Posiblemente uno de estos días comiences tus vacaciones. Aunque yo aún tengo algo de trabajo pendiente, el blog las comienza hoy hasta principios de septiembre. Quizá por eso esta entrada sea más larga que de costumbre. A la vuelta de la esquina, para unos y otros, esperan playas, montañas, libros, películas, buenos ratos con la familia y con amigos… Todo ello, sin duda, necesario para poder afrontar con fuerza y energía el próximo curso.

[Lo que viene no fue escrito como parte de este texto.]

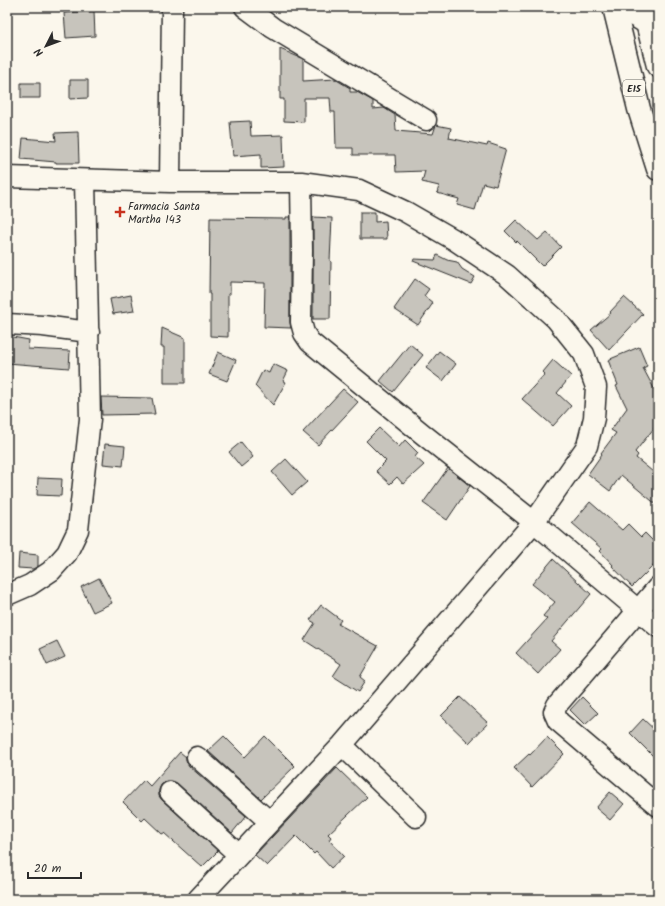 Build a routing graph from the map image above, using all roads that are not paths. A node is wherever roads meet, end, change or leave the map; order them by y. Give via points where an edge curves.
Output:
1 (172, 7) edge
2 (245, 7) edge
3 (614, 7) edge
4 (619, 7) edge
5 (649, 21) edge
6 (658, 66) edge
7 (426, 120) dead end
8 (658, 169) edge
9 (7, 177) edge
10 (85, 180) junction
11 (170, 182) junction
12 (301, 182) junction
13 (7, 324) edge
14 (89, 332) junction
15 (534, 522) junction
16 (658, 587) edge
17 (7, 595) edge
18 (638, 610) junction
19 (658, 627) edge
20 (342, 745) junction
21 (197, 756) dead end
22 (170, 792) dead end
23 (658, 806) edge
24 (416, 817) dead end
25 (270, 822) junction
26 (239, 855) junction
27 (198, 899) edge

1 - 11 street
2 - 7 street via 273,28
3 - 8 highway, E15 via 639,108
4 - 5 street
5 - 6 highway
9 - 10 street
10 - 11 street
10 - 14 street
11 - 12 street
12 - 15 street via 301,322 310,342
12 - 15 street via 359,190 406,212 453,239 507,275 556,319 584,354 596,387 594,418 587,446
13 - 14 street
14 - 17 street via 90,419 78,530 67,553 51,571 30,585
15 - 18 street
15 - 20 street
16 - 18 street
18 - 19 street
18 - 23 street via 557,705 554,712 558,721
20 - 24 street
20 - 25 street
21 - 25 street
22 - 26 street
25 - 26 street
26 - 27 street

Dos amigos alpinistas se marcaron el objetivo de subir el Everest. Durante mucho tiempo estuvieron estudiando a fondo la montaña: sus rutas, sus riesgos, el clima, el mejor momento para atacarla, y todas las trampas que podrían encontrar en su intento de hollar la montaña más alta de la Tierra. Se entrenaron duramente en entornos similares y compraron el mejor equipo posible. Todo lo que estaba en sus manos estaba controlado y pensaban, optimistas, en el éxito de la expedición.

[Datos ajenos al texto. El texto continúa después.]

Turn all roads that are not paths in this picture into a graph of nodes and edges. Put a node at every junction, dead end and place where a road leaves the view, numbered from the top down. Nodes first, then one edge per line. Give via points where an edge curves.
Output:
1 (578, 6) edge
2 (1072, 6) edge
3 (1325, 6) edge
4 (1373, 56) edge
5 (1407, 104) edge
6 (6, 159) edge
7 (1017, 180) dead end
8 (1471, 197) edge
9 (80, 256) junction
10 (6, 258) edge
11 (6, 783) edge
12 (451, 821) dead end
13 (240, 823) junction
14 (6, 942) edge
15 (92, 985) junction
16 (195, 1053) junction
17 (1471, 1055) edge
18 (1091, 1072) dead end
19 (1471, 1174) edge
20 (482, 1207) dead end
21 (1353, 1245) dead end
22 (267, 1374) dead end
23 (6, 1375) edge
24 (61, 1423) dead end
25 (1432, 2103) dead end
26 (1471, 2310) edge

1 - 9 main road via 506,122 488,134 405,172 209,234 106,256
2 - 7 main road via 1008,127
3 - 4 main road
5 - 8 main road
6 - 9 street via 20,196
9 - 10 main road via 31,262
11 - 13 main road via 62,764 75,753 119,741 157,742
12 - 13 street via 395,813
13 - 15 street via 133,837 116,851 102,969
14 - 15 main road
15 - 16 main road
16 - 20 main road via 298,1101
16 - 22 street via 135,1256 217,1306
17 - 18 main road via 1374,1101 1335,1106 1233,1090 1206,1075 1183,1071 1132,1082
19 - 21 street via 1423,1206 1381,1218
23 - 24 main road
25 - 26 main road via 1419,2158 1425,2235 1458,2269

Una mañana se despidieron de sus familias y viajaron hasta Namche Bazaar, a 3.500 metros de altura, la ciudad que se considera la puerta del Everest. Allí se encontraron con el guía y con el porteador que habían contratado para que les mostrara el camino a la cumbre y les ayudara con sus pertenencias. Durante los días que permanecieron en aquel pueblo, haciendo su aclimatación de altura, el guía, sabio y experimentado, les recomendó comprar unas pastillas y un licor para el ascenso. “Lo van a necesitar”, les dijo, “porque después de cierta altura las fuerzas se gastan más rápido. Si toman una pastilla al día mantendrán las energías; y el licor, además, les servirá para sobreponerse a las crisis del clima de las distintas etapas del viaje”.
Los alpinistas, orgullosos, no le hicieron ningún caso, pues pensaban que esas cosas eran bobadas de los guías nativos, ignorantes, exagerados y supersticiosos.

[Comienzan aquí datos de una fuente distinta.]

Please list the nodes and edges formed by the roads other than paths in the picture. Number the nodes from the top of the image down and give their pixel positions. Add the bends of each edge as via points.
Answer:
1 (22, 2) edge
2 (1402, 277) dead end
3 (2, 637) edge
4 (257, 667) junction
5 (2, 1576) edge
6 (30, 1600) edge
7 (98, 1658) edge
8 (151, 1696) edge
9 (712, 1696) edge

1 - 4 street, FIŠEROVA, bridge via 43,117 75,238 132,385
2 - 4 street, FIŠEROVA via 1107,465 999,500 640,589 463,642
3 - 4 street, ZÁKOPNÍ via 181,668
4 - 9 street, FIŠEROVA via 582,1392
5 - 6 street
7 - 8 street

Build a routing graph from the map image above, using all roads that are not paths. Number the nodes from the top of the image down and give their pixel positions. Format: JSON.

Comenzó el ascenso del coloso de nieve y hielo. Alcanzaron el campo base con algunas dificultades, y desde ahí siguieron subiendo. Subieron y subieron y cada vez los alpinistas estaban más agotados. El guía tomaba su pastilla diaria y conservaba las fuerzas. Cada día que pasaba el clima era más y más extremo y los alpinistas no podían continuar. El guía tomaba cada noche su trago de licor y conservaba el temple y la seguridad en sí mismo.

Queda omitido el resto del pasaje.